The Optifer Alpha heme iron here only has 11.6 mg Elemental Iron in it.
I had a look at the Polyride Fe and it seems that it might be the better choice if you're looking for an additional b12 and vitamin c.
Personally I would have stuck with the Optifera if it had more iron than 11mg in a pill. Taking 4 pills a day was getting costly and that's why I switched up to Feramax last month on the recommendation of my pharmacist.
I still have symptoms but mostly tired (which could be attributed to the low serum iron and low iron saturation. Taking my meds in 3 doses does seem to help.
My meds are 0.75 mcg Synthroid and 10 mcg Cytomel originally split in 2 doses, now 3.
I took 1/2 Synthroid and 1/2 Cytomel 12 hours before the test, which was at 7 AM and I ate breakfast and had coffee (no one told me otherwise).
As you are taking T3 (Cytomel) your TSH will be supressed. Mine is 0.004 and never moves. Anyone who is taking T3 will have a supressed TSH because they are giving you T3 so the body(pituitary gland) doesn't need to release the thyroid stimulating hormone to stimulate your thyroid to release T3 and T4. Unfortunately most doctors don't seem to have a good understanding as to how it works, even some Endo's as well!

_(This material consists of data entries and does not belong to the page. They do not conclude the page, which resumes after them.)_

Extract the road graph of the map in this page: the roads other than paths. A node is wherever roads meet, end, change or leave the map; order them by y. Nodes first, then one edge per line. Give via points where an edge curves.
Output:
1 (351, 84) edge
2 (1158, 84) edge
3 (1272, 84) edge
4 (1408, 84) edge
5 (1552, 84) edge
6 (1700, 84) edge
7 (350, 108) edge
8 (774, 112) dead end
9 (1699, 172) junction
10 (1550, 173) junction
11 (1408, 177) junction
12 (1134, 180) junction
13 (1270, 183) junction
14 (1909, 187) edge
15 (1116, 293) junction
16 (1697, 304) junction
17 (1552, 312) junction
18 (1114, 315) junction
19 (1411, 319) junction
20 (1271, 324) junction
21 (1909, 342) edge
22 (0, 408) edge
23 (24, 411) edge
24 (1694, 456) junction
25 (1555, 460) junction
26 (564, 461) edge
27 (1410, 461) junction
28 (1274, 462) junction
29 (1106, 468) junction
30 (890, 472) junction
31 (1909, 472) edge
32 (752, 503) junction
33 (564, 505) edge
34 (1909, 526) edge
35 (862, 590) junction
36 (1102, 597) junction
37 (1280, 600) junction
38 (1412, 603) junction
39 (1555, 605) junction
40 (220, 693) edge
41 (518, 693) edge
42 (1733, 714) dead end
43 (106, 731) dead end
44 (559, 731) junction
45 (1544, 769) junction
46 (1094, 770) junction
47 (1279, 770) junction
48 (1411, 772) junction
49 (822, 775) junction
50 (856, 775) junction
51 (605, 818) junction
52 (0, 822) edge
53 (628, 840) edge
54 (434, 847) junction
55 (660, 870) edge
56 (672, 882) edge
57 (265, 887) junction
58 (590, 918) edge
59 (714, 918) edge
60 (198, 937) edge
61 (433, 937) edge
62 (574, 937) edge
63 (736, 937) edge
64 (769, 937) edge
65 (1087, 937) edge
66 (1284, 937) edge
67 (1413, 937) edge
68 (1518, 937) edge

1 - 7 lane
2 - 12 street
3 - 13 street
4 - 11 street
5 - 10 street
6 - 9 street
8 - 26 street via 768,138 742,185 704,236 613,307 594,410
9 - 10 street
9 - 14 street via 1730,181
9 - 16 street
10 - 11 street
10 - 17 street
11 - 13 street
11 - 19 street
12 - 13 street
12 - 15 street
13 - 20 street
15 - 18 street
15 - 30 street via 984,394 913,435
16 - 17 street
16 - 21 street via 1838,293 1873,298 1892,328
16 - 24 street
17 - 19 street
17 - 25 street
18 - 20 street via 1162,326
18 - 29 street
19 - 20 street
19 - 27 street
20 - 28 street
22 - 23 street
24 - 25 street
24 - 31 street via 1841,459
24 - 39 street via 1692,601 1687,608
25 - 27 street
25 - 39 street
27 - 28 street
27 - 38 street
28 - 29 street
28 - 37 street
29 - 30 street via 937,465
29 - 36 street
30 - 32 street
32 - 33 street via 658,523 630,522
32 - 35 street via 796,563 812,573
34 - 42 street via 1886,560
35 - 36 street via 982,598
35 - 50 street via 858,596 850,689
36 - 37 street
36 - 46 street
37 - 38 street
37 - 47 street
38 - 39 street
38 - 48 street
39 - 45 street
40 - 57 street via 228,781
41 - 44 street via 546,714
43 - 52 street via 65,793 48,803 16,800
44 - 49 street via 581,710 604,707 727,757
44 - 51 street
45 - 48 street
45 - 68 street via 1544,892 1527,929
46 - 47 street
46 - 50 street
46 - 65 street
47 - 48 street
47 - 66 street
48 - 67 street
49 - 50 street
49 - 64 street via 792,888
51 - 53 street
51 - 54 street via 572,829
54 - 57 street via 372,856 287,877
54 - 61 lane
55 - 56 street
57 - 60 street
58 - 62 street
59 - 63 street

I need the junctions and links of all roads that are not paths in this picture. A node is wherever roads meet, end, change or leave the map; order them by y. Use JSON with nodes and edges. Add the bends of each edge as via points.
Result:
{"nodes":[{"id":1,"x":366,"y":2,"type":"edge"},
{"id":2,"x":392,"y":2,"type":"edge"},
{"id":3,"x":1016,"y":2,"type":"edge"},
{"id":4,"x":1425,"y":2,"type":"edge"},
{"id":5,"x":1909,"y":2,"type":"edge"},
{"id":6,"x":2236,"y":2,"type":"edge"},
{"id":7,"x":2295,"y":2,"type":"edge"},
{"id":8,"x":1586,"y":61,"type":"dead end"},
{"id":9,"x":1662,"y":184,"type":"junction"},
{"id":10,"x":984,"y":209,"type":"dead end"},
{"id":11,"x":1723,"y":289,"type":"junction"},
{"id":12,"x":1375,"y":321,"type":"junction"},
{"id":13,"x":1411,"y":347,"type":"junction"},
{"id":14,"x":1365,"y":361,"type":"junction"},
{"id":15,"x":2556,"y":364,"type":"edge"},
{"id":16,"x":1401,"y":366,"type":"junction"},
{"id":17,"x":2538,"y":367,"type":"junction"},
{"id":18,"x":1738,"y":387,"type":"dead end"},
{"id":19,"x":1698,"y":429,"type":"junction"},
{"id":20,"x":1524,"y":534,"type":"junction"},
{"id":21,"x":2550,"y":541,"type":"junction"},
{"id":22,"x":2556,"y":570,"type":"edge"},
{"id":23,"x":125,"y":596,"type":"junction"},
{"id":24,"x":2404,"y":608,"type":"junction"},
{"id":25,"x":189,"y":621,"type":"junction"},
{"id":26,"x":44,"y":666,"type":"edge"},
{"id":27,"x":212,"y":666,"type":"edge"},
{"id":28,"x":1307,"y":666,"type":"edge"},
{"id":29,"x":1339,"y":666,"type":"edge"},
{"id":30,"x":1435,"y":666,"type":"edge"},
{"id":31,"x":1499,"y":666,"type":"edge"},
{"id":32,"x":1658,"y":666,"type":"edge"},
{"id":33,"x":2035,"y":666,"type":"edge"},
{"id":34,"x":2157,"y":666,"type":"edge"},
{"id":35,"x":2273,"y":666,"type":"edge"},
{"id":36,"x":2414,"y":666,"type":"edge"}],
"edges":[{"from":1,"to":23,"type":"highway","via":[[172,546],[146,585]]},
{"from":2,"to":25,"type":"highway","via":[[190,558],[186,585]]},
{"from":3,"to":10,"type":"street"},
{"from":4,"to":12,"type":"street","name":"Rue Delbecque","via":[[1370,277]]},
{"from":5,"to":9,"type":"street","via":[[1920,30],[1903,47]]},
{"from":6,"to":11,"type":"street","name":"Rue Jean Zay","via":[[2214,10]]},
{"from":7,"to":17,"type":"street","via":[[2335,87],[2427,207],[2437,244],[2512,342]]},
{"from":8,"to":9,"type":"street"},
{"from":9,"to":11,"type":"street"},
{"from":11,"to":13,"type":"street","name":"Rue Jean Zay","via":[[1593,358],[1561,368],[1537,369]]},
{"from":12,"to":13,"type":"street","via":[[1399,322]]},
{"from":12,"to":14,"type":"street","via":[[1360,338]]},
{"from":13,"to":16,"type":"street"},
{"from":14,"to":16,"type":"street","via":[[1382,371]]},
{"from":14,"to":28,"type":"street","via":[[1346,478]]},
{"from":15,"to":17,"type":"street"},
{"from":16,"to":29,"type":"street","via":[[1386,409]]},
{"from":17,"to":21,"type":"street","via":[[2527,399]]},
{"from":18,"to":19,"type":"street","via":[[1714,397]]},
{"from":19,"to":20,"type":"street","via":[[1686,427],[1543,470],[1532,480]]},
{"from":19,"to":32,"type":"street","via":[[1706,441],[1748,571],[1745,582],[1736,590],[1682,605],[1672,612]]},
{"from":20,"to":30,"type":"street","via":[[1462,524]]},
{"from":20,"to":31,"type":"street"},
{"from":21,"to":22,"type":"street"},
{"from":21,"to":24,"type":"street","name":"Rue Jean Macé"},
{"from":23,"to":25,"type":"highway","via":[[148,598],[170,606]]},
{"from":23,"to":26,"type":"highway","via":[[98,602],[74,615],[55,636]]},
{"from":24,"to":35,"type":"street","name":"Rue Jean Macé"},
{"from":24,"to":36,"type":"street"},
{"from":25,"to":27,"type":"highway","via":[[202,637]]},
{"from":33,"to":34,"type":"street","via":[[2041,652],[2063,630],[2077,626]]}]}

Yeah, I am going to have that "feedback mechanism" discussion with my doctor on Thursday. All biological systems have them, so why would the thyroid be different? I think (hope!) he will "get" it.
If there was a good academic paper that explained it that I could give him, it would help.
The diagram is median values, from the paper, "median TSH was higher (T3 / T4:T4 = 3.5:0.7 mU / L, range – T3 / T4:T4 = < 0.01,15.3: < 0.01,2.7, p < 0.001) as a result of T3 substitution" BUT also from the paper, "patients in the T3 / T4 group and none in the T4 alone had a mean TSH higher than the lab normal range. One patient in the T3 / T4 and 2 in the T4 alone had a suppressed TSH level throughout the 24-hour period (which really speaks to individual variation)!
tsh is thyroid stimulating hormone, it stimulates t4 to be converted to t3 (the form that the body can use). You take t3 artificially, you don't need tsh any more.
I take betaine with pepsin during or after meals with high protein. I can take two sometimes 3 tablets to achieve the most amazing feeling satiated but not bloated. It’s a game changer. Having used it daily for about 6 weeks, I only need it occasionally now.
ACV I take before breakfast in a small glass of water.
Izabella Wentz suggests upping the betaine dose till you feel burning throat sensation and you know to drop back a dose. I haven’t ever gone that far! But I think this is where I read to take it with food.